**PROBLEM STATEMENT**
From start to end, write out the following data exactly, apart from its images.

**INPUT**
+++

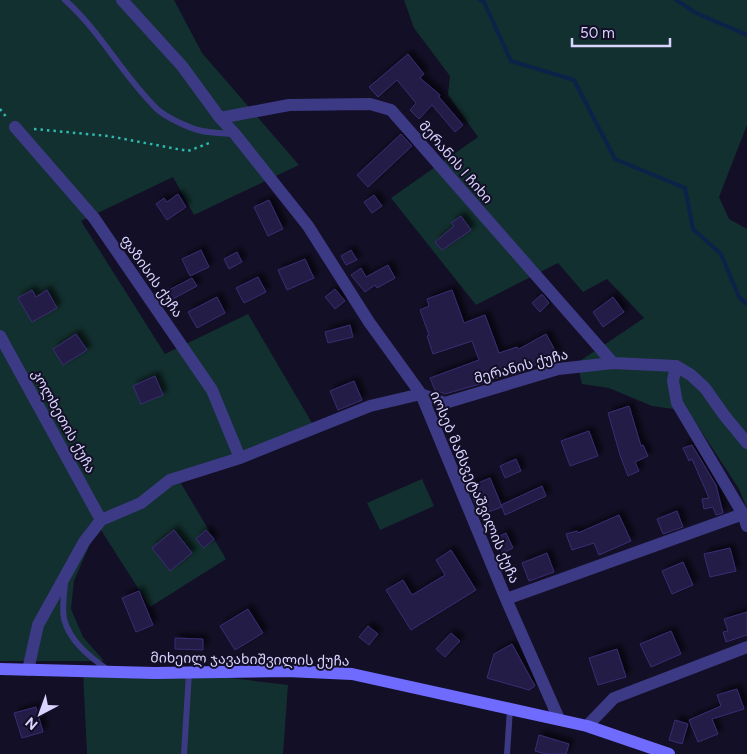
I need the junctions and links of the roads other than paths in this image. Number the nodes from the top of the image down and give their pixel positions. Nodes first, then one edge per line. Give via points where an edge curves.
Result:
1 (66, 0) edge
2 (122, 0) edge
3 (220, 118) junction
4 (15, 127) road end
5 (235, 134) junction
6 (0, 336) edge
7 (613, 363) junction
8 (676, 366) junction
9 (421, 394) junction
10 (747, 443) edge
11 (240, 458) junction
12 (101, 520) junction
13 (745, 520) edge
14 (65, 577) junction
15 (506, 599) junction
16 (747, 647) edge
17 (0, 669) edge
18 (28, 670) junction
19 (111, 672) junction
20 (189, 673) junction
21 (510, 708) junction
22 (559, 720) junction
23 (587, 726) junction
24 (184, 754) edge
25 (507, 754) edge
26 (669, 754) edge

1 - 5 lane via 158,110 202,131
2 - 3 street, იოსებ მანსვეტაშვილის ქუჩა via 182,66
3 - 5 street, იოსებ მანსვეტაშვილის ქუჩა
3 - 7 street, მერანის I ჩიხი via 289,105 370,104 391,110
4 - 11 street, ფაზისის ქუჩა via 94,218 212,390
5 - 9 street, იოსებ მანსვეტაშვილის ქუჩა via 308,226 369,322
6 - 12 street, კოლხეთის ქუჩა
7 - 8 street, მერანის ქუჩა
7 - 9 street, მერანის ქუჩა via 558,369 445,403
8 - 10 street via 705,388
8 - 13 street via 673,381 677,403
9 - 11 street via 370,406
9 - 15 street, იოსებ მანსვეტაშვილის ქუჩა
11 - 12 street via 170,480 141,503
12 - 14 street via 84,542
13 - 15 street
14 - 18 street via 38,625
14 - 19 lane via 64,618 71,636 90,658
15 - 22 street, იოსებ მანსვეტაშვილის ქუჩა
16 - 23 street via 614,698
17 - 18 main road, მიხეილ ჯავახიშვილის ქუჩა
18 - 19 main road, მიხეილ ჯავახიშვილის ქუჩა
19 - 20 main road, მიხეილ ჯავახიშვილის ქუჩა
20 - 21 main road, მიხეილ ჯავახიშვილის ქუჩა via 287,671 352,674
20 - 24 lane
21 - 22 main road, მიხეილ ჯავახიშვილის ქუჩა
21 - 25 lane
22 - 23 main road, მიხეილ ჯავახიშვილის ქუჩა
23 - 26 main road, მიხეილ ჯავახიშვილის ქუჩა

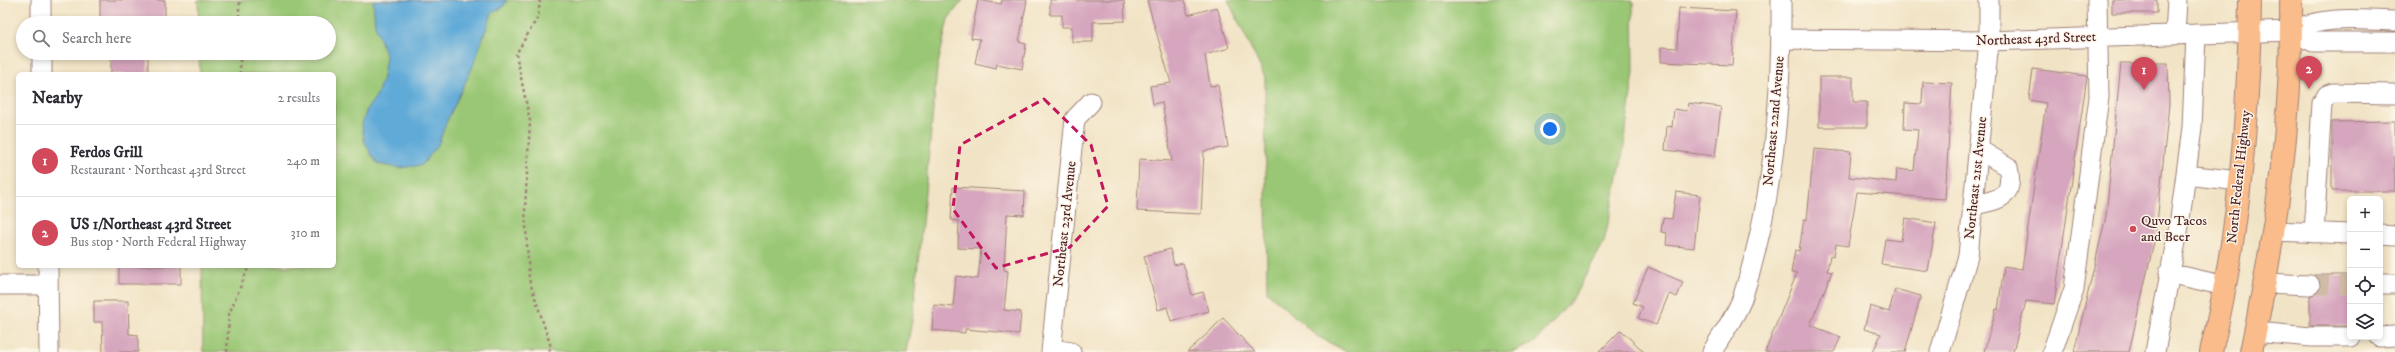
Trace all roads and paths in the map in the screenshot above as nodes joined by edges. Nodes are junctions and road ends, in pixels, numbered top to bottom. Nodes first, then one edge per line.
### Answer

+++

**TASK RESPONSE**
I need the junctions and links of the roads other than paths in this image. Number the nodes from the top of the image down and give their pixel positions. Nodes first, then one edge per line. Give via points where an edge curves.
Result:
1 (66, 0) edge
2 (122, 0) edge
3 (220, 118) junction
4 (15, 127) road end
5 (235, 134) junction
6 (0, 336) edge
7 (613, 363) junction
8 (676, 366) junction
9 (421, 394) junction
10 (747, 443) edge
11 (240, 458) junction
12 (101, 520) junction
13 (745, 520) edge
14 (65, 577) junction
15 (506, 599) junction
16 (747, 647) edge
17 (0, 669) edge
18 (28, 670) junction
19 (111, 672) junction
20 (189, 673) junction
21 (510, 708) junction
22 (559, 720) junction
23 (587, 726) junction
24 (184, 754) edge
25 (507, 754) edge
26 (669, 754) edge

1 - 5 lane via 158,110 202,131
2 - 3 street, იოსებ მანსვეტაშვილის ქუჩა via 182,66
3 - 5 street, იოსებ მანსვეტაშვილის ქუჩა
3 - 7 street, მერანის I ჩიხი via 289,105 370,104 391,110
4 - 11 street, ფაზისის ქუჩა via 94,218 212,390
5 - 9 street, იოსებ მანსვეტაშვილის ქუჩა via 308,226 369,322
6 - 12 street, კოლხეთის ქუჩა
7 - 8 street, მერანის ქუჩა
7 - 9 street, მერანის ქუჩა via 558,369 445,403
8 - 10 street via 705,388
8 - 13 street via 673,381 677,403
9 - 11 street via 370,406
9 - 15 street, იოსებ მანსვეტაშვილის ქუჩა
11 - 12 street via 170,480 141,503
12 - 14 street via 84,542
13 - 15 street
14 - 18 street via 38,625
14 - 19 lane via 64,618 71,636 90,658
15 - 22 street, იოსებ მანსვეტაშვილის ქუჩა
16 - 23 street via 614,698
17 - 18 main road, მიხეილ ჯავახიშვილის ქუჩა
18 - 19 main road, მიხეილ ჯავახიშვილის ქუჩა
19 - 20 main road, მიხეილ ჯავახიშვილის ქუჩა
20 - 21 main road, მიხეილ ჯავახიშვილის ქუჩა via 287,671 352,674
20 - 24 lane
21 - 22 main road, მიხეილ ჯავახიშვილის ქუჩა
21 - 25 lane
22 - 23 main road, მიხეილ ჯავახიშვილის ქუჩა
23 - 26 main road, მიხეილ ჯავახიშვილის ქუჩა

Trace all roads and paths in the map in the screenshot above as nodes joined by edges. Nodes are junctions and road ends, in pixels, numbered top to bottom. Nodes first, then one edge per line.
### Answer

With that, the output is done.